** ABOUT THIS EXERCISE **
Without any change, set down every record below.

[Collected data entries]
▬▬▬▬▬▬▬▬▬▬
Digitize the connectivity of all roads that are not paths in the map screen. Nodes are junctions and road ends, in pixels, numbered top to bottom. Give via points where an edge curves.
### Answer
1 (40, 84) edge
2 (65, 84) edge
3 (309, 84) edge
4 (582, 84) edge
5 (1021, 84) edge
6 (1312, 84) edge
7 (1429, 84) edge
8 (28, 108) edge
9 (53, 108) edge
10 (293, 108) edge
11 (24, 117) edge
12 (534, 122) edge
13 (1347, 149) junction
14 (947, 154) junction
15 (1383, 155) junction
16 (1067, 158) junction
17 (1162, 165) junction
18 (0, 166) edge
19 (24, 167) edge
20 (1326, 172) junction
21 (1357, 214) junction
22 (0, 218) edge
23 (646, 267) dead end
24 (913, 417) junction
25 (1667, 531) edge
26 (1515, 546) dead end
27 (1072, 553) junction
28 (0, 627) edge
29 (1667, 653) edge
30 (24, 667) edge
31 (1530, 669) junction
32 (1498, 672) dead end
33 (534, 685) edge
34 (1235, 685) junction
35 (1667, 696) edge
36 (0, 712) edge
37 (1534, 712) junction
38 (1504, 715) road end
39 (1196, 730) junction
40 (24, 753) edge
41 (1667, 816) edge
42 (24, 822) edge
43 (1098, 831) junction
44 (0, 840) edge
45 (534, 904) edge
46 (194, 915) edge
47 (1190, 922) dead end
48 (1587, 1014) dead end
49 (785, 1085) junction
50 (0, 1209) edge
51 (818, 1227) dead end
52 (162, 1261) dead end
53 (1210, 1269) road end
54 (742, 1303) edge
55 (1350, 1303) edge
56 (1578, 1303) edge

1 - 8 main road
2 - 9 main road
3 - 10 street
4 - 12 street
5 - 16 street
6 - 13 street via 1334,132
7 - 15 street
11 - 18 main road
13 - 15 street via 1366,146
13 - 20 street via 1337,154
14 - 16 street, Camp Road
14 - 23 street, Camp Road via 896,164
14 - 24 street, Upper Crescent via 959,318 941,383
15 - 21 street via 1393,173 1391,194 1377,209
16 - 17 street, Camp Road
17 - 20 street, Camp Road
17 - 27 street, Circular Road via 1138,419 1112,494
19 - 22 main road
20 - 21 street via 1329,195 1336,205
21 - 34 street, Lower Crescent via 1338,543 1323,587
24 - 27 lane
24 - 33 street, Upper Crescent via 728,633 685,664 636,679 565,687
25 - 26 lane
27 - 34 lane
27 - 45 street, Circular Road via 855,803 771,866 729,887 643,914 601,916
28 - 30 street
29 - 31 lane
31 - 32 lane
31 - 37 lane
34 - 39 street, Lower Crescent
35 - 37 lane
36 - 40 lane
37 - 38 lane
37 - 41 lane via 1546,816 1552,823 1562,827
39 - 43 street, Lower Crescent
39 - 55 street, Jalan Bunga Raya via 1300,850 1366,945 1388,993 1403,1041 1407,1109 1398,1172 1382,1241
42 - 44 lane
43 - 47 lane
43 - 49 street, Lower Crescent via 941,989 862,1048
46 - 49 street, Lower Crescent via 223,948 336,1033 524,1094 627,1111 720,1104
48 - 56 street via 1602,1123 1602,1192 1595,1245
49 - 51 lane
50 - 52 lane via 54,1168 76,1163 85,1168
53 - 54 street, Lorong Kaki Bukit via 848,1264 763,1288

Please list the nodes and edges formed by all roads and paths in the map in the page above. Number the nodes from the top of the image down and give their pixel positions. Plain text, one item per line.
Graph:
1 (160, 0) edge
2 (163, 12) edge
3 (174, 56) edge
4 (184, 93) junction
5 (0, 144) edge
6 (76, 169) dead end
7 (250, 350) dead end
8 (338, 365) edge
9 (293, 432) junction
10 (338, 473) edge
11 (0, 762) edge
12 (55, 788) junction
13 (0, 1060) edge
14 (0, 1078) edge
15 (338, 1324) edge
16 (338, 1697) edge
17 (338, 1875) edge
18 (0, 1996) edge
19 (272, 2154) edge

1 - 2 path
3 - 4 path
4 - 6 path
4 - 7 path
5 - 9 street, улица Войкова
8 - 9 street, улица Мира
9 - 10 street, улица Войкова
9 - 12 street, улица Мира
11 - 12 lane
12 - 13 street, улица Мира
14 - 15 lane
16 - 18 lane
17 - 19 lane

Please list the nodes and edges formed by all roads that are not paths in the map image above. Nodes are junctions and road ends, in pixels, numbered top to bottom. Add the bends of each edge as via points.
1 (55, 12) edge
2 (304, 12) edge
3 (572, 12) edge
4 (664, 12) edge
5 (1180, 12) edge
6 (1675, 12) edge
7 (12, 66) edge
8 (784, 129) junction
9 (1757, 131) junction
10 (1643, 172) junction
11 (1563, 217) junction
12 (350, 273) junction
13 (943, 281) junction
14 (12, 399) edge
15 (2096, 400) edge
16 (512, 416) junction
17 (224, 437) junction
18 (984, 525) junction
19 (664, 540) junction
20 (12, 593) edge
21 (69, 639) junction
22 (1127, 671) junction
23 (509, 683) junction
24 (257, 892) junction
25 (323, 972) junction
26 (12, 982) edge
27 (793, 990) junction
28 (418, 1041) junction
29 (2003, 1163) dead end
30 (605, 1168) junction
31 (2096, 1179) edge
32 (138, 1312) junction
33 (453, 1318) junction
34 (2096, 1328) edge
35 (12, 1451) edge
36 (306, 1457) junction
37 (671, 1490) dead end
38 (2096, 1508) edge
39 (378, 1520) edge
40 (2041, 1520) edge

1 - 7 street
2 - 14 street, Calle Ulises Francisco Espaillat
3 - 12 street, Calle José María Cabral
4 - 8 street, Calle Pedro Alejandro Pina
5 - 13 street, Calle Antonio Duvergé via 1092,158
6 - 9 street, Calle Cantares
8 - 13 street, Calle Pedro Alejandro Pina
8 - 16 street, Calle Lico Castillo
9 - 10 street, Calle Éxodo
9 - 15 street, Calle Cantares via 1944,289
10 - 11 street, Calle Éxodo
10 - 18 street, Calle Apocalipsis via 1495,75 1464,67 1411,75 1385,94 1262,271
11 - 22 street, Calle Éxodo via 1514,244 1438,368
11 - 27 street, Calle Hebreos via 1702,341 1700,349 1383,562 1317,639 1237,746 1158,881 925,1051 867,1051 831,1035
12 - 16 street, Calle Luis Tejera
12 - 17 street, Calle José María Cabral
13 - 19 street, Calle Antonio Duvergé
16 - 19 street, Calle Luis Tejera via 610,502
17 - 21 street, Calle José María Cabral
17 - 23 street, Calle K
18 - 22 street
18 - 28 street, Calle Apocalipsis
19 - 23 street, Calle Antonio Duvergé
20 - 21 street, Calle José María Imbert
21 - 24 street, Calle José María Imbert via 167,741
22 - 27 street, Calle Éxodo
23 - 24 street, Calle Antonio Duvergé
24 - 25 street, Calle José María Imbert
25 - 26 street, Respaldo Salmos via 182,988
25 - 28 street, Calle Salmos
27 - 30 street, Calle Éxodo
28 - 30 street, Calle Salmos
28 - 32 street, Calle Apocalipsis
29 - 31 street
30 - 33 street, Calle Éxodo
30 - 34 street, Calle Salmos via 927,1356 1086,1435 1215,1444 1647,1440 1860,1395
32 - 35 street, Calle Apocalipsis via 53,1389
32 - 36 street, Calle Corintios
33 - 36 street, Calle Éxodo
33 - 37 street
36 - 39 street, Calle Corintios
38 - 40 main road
▬▬▬▬▬▬▬▬▬▬
** ANSWER **
Digitize the connectivity of all roads that are not paths in the map screen. Nodes are junctions and road ends, in pixels, numbered top to bottom. Give via points where an edge curves.
### Answer
1 (40, 84) edge
2 (65, 84) edge
3 (309, 84) edge
4 (582, 84) edge
5 (1021, 84) edge
6 (1312, 84) edge
7 (1429, 84) edge
8 (28, 108) edge
9 (53, 108) edge
10 (293, 108) edge
11 (24, 117) edge
12 (534, 122) edge
13 (1347, 149) junction
14 (947, 154) junction
15 (1383, 155) junction
16 (1067, 158) junction
17 (1162, 165) junction
18 (0, 166) edge
19 (24, 167) edge
20 (1326, 172) junction
21 (1357, 214) junction
22 (0, 218) edge
23 (646, 267) dead end
24 (913, 417) junction
25 (1667, 531) edge
26 (1515, 546) dead end
27 (1072, 553) junction
28 (0, 627) edge
29 (1667, 653) edge
30 (24, 667) edge
31 (1530, 669) junction
32 (1498, 672) dead end
33 (534, 685) edge
34 (1235, 685) junction
35 (1667, 696) edge
36 (0, 712) edge
37 (1534, 712) junction
38 (1504, 715) road end
39 (1196, 730) junction
40 (24, 753) edge
41 (1667, 816) edge
42 (24, 822) edge
43 (1098, 831) junction
44 (0, 840) edge
45 (534, 904) edge
46 (194, 915) edge
47 (1190, 922) dead end
48 (1587, 1014) dead end
49 (785, 1085) junction
50 (0, 1209) edge
51 (818, 1227) dead end
52 (162, 1261) dead end
53 (1210, 1269) road end
54 (742, 1303) edge
55 (1350, 1303) edge
56 (1578, 1303) edge

1 - 8 main road
2 - 9 main road
3 - 10 street
4 - 12 street
5 - 16 street
6 - 13 street via 1334,132
7 - 15 street
11 - 18 main road
13 - 15 street via 1366,146
13 - 20 street via 1337,154
14 - 16 street, Camp Road
14 - 23 street, Camp Road via 896,164
14 - 24 street, Upper Crescent via 959,318 941,383
15 - 21 street via 1393,173 1391,194 1377,209
16 - 17 street, Camp Road
17 - 20 street, Camp Road
17 - 27 street, Circular Road via 1138,419 1112,494
19 - 22 main road
20 - 21 street via 1329,195 1336,205
21 - 34 street, Lower Crescent via 1338,543 1323,587
24 - 27 lane
24 - 33 street, Upper Crescent via 728,633 685,664 636,679 565,687
25 - 26 lane
27 - 34 lane
27 - 45 street, Circular Road via 855,803 771,866 729,887 643,914 601,916
28 - 30 street
29 - 31 lane
31 - 32 lane
31 - 37 lane
34 - 39 street, Lower Crescent
35 - 37 lane
36 - 40 lane
37 - 38 lane
37 - 41 lane via 1546,816 1552,823 1562,827
39 - 43 street, Lower Crescent
39 - 55 street, Jalan Bunga Raya via 1300,850 1366,945 1388,993 1403,1041 1407,1109 1398,1172 1382,1241
42 - 44 lane
43 - 47 lane
43 - 49 street, Lower Crescent via 941,989 862,1048
46 - 49 street, Lower Crescent via 223,948 336,1033 524,1094 627,1111 720,1104
48 - 56 street via 1602,1123 1602,1192 1595,1245
49 - 51 lane
50 - 52 lane via 54,1168 76,1163 85,1168
53 - 54 street, Lorong Kaki Bukit via 848,1264 763,1288

Please list the nodes and edges formed by all roads and paths in the map in the page above. Number the nodes from the top of the image down and give their pixel positions. Plain text, one item per line.
Graph:
1 (160, 0) edge
2 (163, 12) edge
3 (174, 56) edge
4 (184, 93) junction
5 (0, 144) edge
6 (76, 169) dead end
7 (250, 350) dead end
8 (338, 365) edge
9 (293, 432) junction
10 (338, 473) edge
11 (0, 762) edge
12 (55, 788) junction
13 (0, 1060) edge
14 (0, 1078) edge
15 (338, 1324) edge
16 (338, 1697) edge
17 (338, 1875) edge
18 (0, 1996) edge
19 (272, 2154) edge

1 - 2 path
3 - 4 path
4 - 6 path
4 - 7 path
5 - 9 street, улица Войкова
8 - 9 street, улица Мира
9 - 10 street, улица Войкова
9 - 12 street, улица Мира
11 - 12 lane
12 - 13 street, улица Мира
14 - 15 lane
16 - 18 lane
17 - 19 lane

Please list the nodes and edges formed by all roads that are not paths in the map image above. Nodes are junctions and road ends, in pixels, numbered top to bottom. Add the bends of each edge as via points.
1 (55, 12) edge
2 (304, 12) edge
3 (572, 12) edge
4 (664, 12) edge
5 (1180, 12) edge
6 (1675, 12) edge
7 (12, 66) edge
8 (784, 129) junction
9 (1757, 131) junction
10 (1643, 172) junction
11 (1563, 217) junction
12 (350, 273) junction
13 (943, 281) junction
14 (12, 399) edge
15 (2096, 400) edge
16 (512, 416) junction
17 (224, 437) junction
18 (984, 525) junction
19 (664, 540) junction
20 (12, 593) edge
21 (69, 639) junction
22 (1127, 671) junction
23 (509, 683) junction
24 (257, 892) junction
25 (323, 972) junction
26 (12, 982) edge
27 (793, 990) junction
28 (418, 1041) junction
29 (2003, 1163) dead end
30 (605, 1168) junction
31 (2096, 1179) edge
32 (138, 1312) junction
33 (453, 1318) junction
34 (2096, 1328) edge
35 (12, 1451) edge
36 (306, 1457) junction
37 (671, 1490) dead end
38 (2096, 1508) edge
39 (378, 1520) edge
40 (2041, 1520) edge

1 - 7 street
2 - 14 street, Calle Ulises Francisco Espaillat
3 - 12 street, Calle José María Cabral
4 - 8 street, Calle Pedro Alejandro Pina
5 - 13 street, Calle Antonio Duvergé via 1092,158
6 - 9 street, Calle Cantares
8 - 13 street, Calle Pedro Alejandro Pina
8 - 16 street, Calle Lico Castillo
9 - 10 street, Calle Éxodo
9 - 15 street, Calle Cantares via 1944,289
10 - 11 street, Calle Éxodo
10 - 18 street, Calle Apocalipsis via 1495,75 1464,67 1411,75 1385,94 1262,271
11 - 22 street, Calle Éxodo via 1514,244 1438,368
11 - 27 street, Calle Hebreos via 1702,341 1700,349 1383,562 1317,639 1237,746 1158,881 925,1051 867,1051 831,1035
12 - 16 street, Calle Luis Tejera
12 - 17 street, Calle José María Cabral
13 - 19 street, Calle Antonio Duvergé
16 - 19 street, Calle Luis Tejera via 610,502
17 - 21 street, Calle José María Cabral
17 - 23 street, Calle K
18 - 22 street
18 - 28 street, Calle Apocalipsis
19 - 23 street, Calle Antonio Duvergé
20 - 21 street, Calle José María Imbert
21 - 24 street, Calle José María Imbert via 167,741
22 - 27 street, Calle Éxodo
23 - 24 street, Calle Antonio Duvergé
24 - 25 street, Calle José María Imbert
25 - 26 street, Respaldo Salmos via 182,988
25 - 28 street, Calle Salmos
27 - 30 street, Calle Éxodo
28 - 30 street, Calle Salmos
28 - 32 street, Calle Apocalipsis
29 - 31 street
30 - 33 street, Calle Éxodo
30 - 34 street, Calle Salmos via 927,1356 1086,1435 1215,1444 1647,1440 1860,1395
32 - 35 street, Calle Apocalipsis via 53,1389
32 - 36 street, Calle Corintios
33 - 36 street, Calle Éxodo
33 - 37 street
36 - 39 street, Calle Corintios
38 - 40 main road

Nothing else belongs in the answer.